LawFlash

Hedge Funds- Timeline for FATCA Compliance

May 06, 2013

The IRS and Treasury released a comprehensive set of final regulations relating to the implementation of the Foreign Account Tax Compliance Act (“FATCA”) this winter. While the final regulations further delayed the implementation of certain FATCA provisions, the time to begin preparing for full FATCA implementation is now.

FATCA Generally

FATCA generally imposes gross-basis withholding at a 30 percent rate on payments of certain types of U.S.-source income (generally, dividends, interest, royalties and other similar “passive” types of income), as well as on the gross proceeds from the sale of, or a return of capital or principal from, investments that generate such U.S.-source income (the “Withholding Tax”). The Withholding Tax applies with respect to payments to certain foreign financial institutions (“FFIs”) unless the relevant FFI enters into an agreement (an “FFI Agreement”) with the IRS pursuant to which the FFI agrees to determine which of its accounts is directly or indirectly owned by U.S. individuals or entities (“U.S. Holders”), and ultimately, to provide information on such U.S. Holders and their account balances, income and withdrawals, to the IRS.
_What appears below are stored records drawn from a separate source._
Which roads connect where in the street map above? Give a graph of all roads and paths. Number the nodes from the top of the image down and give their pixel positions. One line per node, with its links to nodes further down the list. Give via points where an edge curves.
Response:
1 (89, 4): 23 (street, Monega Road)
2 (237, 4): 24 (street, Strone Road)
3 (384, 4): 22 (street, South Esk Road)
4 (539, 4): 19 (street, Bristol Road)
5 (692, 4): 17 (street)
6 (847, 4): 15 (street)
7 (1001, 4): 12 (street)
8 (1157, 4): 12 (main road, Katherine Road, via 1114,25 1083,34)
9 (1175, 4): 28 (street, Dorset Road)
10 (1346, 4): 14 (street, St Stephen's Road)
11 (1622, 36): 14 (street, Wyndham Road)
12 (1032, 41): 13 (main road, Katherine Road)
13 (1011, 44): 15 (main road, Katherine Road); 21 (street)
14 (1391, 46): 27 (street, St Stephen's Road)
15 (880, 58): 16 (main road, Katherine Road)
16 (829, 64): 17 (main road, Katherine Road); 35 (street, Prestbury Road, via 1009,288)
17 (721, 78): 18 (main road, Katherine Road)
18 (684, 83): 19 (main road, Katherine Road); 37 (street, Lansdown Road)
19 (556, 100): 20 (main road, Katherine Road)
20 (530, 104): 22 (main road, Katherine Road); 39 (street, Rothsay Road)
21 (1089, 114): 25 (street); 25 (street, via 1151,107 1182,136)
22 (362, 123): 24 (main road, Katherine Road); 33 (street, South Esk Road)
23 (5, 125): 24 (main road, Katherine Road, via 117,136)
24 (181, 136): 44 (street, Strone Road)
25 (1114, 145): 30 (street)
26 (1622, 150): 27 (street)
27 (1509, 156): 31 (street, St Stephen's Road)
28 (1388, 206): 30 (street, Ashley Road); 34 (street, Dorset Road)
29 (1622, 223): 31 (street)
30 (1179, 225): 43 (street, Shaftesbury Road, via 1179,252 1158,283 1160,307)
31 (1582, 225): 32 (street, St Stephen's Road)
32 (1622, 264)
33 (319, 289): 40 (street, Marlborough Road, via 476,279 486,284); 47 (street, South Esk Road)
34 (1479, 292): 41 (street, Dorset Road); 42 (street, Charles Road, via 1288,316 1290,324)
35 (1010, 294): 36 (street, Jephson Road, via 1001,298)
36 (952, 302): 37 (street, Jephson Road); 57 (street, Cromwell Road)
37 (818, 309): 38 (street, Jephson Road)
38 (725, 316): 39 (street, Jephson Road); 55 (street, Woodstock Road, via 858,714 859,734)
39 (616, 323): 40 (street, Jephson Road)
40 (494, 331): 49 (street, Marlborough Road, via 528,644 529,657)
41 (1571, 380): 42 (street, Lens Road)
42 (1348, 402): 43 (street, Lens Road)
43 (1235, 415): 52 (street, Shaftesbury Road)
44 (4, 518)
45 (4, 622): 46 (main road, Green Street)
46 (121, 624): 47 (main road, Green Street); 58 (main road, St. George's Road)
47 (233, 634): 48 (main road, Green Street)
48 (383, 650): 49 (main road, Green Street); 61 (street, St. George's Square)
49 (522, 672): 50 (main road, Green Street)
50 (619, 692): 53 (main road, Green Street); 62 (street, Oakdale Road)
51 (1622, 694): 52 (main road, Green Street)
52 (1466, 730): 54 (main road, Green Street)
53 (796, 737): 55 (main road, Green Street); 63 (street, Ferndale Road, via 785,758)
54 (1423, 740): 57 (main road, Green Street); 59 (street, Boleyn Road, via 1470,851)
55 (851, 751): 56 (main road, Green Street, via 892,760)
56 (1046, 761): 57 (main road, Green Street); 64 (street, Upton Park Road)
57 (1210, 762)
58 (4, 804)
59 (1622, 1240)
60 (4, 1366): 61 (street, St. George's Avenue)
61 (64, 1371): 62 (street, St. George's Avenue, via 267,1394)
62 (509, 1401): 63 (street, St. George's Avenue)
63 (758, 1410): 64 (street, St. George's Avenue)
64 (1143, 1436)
The definition of an “FFI” includes not only banks and broker dealers, but also entities whose principal business is investing in securities, commodities and partnership interests (including derivatives of such interests). Therefore, the FATCA provisions are applicable to many investment entities organized outside the U.S. (e.g., hedge funds, private equity funds, CLOs, and mutual funds, among others).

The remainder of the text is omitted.